Data to use:
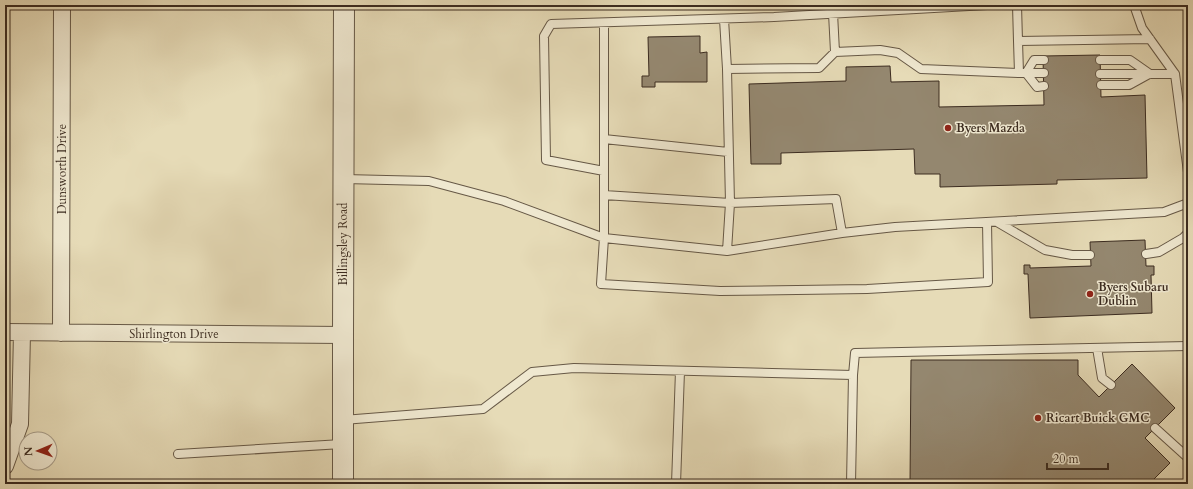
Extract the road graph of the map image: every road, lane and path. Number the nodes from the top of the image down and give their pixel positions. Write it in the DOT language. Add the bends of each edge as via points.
graph roads {
  1 [pos="62,5"];
  2 [pos="344,5"];
  3 [pos="987,5"];
  4 [pos="1017,5"];
  5 [pos="1134,5"];
  6 [pos="833,13"];
  7 [pos="724,19"];
  8 [pos="604,23"];
  9 [pos="1150,39"];
  10 [pos="1018,41"];
  11 [pos="835,52"];
  12 [pos="1044,60"];
  13 [pos="1100,60"];
  14 [pos="727,69"];
  15 [pos="1022,73"];
  16 [pos="1044,73"];
  17 [pos="1100,74"];
  18 [pos="1150,74"];
  19 [pos="1175,74"];
  20 [pos="1101,85"];
  21 [pos="1044,86"];
  22 [pos="604,139"];
  23 [pos="728,152"];
  24 [pos="604,171"];
  25 [pos="1188,172"];
  26 [pos="344,179"];
  27 [pos="604,195"];
  28 [pos="730,203"];
  29 [pos="1188,203"];
  30 [pos="987,222"];
  31 [pos="997,222"];
  32 [pos="1188,232"];
  33 [pos="842,233"];
  34 [pos="604,238"];
  35 [pos="727,251"];
  36 [pos="1146,254"];
  37 [pos="1090,255"];
  38 [pos="5,332"];
  39 [pos="22,333"];
  40 [pos="61,333"];
  41 [pos="343,335"];
  42 [pos="1188,346"];
  43 [pos="1097,348"];
  44 [pos="680,371"];
  45 [pos="853,375"];
  46 [pos="1110,385"];
  47 [pos="343,420"];
  48 [pos="1155,428"];
  49 [pos="343,444"];
  50 [pos="178,454"];
  51 [pos="1188,456"];
  52 [pos="5,466"];
  53 [pos="343,484"];
  54 [pos="676,484"];
  55 [pos="851,484"];
  1 -- 40 [label="street, Dunsworth Drive"];
  2 -- 26 [label="street, Billingsley Road"];
  3 -- 6 [label="lane"];
  4 -- 10 [label="lane"];
  5 -- 9 [label="lane" via="1142,28"];
  6 -- 7 [label="lane"];
  6 -- 11 [label="lane"];
  7 -- 8 [label="lane"];
  7 -- 14 [label="lane"];
  8 -- 22 [label="lane"];
  8 -- 24 [label="lane" via="551,24 544,36 546,160"];
  9 -- 10 [label="lane"];
  9 -- 19 [label="lane"];
  10 -- 15 [label="lane"];
  11 -- 14 [label="lane" via="819,68"];
  11 -- 15 [label="lane" via="880,50 898,53 921,69"];
  12 -- 15 [label="lane" via="1034,60"];
  13 -- 18 [label="lane" via="1130,60"];
  14 -- 23 [label="lane"];
  15 -- 16 [label="lane"];
  15 -- 21 [label="lane" via="1037,87"];
  17 -- 18 [label="lane"];
  18 -- 19 [label="lane"];
  18 -- 20 [label="lane" via="1129,85"];
  19 -- 25 [label="lane"];
  22 -- 23 [label="lane"];
  22 -- 24 [label="lane"];
  23 -- 28 [label="lane"];
  24 -- 27 [label="lane"];
  26 -- 34 [label="lane" via="429,181 504,201"];
  26 -- 41 [label="street, Billingsley Road"];
  27 -- 28 [label="lane"];
  27 -- 34 [label="lane"];
  28 -- 33 [label="lane" via="836,199"];
  28 -- 35 [label="lane"];
  29 -- 31 [label="lane" via="1164,212"];
  30 -- 31 [label="lane"];
  30 -- 33 [label="lane"];
  30 -- 34 [label="lane" via="988,282 867,289 720,291 600,284"];
  31 -- 37 [label="lane" via="1045,250"];
  32 -- 36 [label="lane" via="1183,238 1159,252"];
  33 -- 35 [label="lane"];
  34 -- 35 [label="lane"];
  38 -- 39 [label="street, Shirlington Drive"];
  39 -- 40 [label="street, Shirlington Drive"];
  39 -- 52 [label="street" via="20,424"];
  40 -- 41 [label="street, Shirlington Drive"];
  41 -- 47 [label="street, Billingsley Road"];
  42 -- 43 [label="lane"];
  43 -- 45 [label="lane" via="855,353"];
  43 -- 46 [label="lane" via="1102,378"];
  44 -- 45 [label="lane"];
  44 -- 47 [label="lane" via="574,368 532,372 483,409"];
  44 -- 54 [label="lane"];
  45 -- 55 [label="lane"];
  47 -- 49 [label="street, Billingsley Road"];
  48 -- 51 [label="lane"];
  49 -- 50 [label="lane"];
  49 -- 53 [label="street, Billingsley Road"];
}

Task goal: Across the entries above, find the lines with the string "graph" and copy them.

Solved exercise:
Extract the road graph of the map image: every road, lane and path. Number the nodes from the top of the image down and give their pixel positions. Write it in the DOT language. Add the bends of each edge as via points.
graph roads {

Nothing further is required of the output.